(Task data begins)

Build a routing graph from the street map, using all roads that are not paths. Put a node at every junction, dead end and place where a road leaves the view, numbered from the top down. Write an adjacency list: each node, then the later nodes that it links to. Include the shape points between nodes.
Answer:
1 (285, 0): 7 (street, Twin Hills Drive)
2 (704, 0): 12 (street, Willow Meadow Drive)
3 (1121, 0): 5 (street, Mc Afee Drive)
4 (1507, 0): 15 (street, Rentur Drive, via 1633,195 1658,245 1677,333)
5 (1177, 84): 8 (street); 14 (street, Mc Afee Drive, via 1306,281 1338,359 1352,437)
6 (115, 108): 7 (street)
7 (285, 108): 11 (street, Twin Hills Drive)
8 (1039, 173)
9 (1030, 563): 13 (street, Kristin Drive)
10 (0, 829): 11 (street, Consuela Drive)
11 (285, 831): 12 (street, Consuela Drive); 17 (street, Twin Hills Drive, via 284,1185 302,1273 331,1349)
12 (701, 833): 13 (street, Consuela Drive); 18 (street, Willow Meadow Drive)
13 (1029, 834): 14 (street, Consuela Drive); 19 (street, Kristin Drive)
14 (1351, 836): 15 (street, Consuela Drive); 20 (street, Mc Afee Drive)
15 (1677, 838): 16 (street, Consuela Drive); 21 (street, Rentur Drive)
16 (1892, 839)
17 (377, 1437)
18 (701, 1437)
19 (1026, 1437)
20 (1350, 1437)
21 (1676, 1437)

(Task data ends)

**Action item:**
Each record above should be repeated exactly as it appears.

**Solution to the exercise:**
Build a routing graph from the street map, using all roads that are not paths. Put a node at every junction, dead end and place where a road leaves the view, numbered from the top down. Write an adjacency list: each node, then the later nodes that it links to. Include the shape points between nodes.
Answer:
1 (285, 0): 7 (street, Twin Hills Drive)
2 (704, 0): 12 (street, Willow Meadow Drive)
3 (1121, 0): 5 (street, Mc Afee Drive)
4 (1507, 0): 15 (street, Rentur Drive, via 1633,195 1658,245 1677,333)
5 (1177, 84): 8 (street); 14 (street, Mc Afee Drive, via 1306,281 1338,359 1352,437)
6 (115, 108): 7 (street)
7 (285, 108): 11 (street, Twin Hills Drive)
8 (1039, 173)
9 (1030, 563): 13 (street, Kristin Drive)
10 (0, 829): 11 (street, Consuela Drive)
11 (285, 831): 12 (street, Consuela Drive); 17 (street, Twin Hills Drive, via 284,1185 302,1273 331,1349)
12 (701, 833): 13 (street, Consuela Drive); 18 (street, Willow Meadow Drive)
13 (1029, 834): 14 (street, Consuela Drive); 19 (street, Kristin Drive)
14 (1351, 836): 15 (street, Consuela Drive); 20 (street, Mc Afee Drive)
15 (1677, 838): 16 (street, Consuela Drive); 21 (street, Rentur Drive)
16 (1892, 839)
17 (377, 1437)
18 (701, 1437)
19 (1026, 1437)
20 (1350, 1437)
21 (1676, 1437)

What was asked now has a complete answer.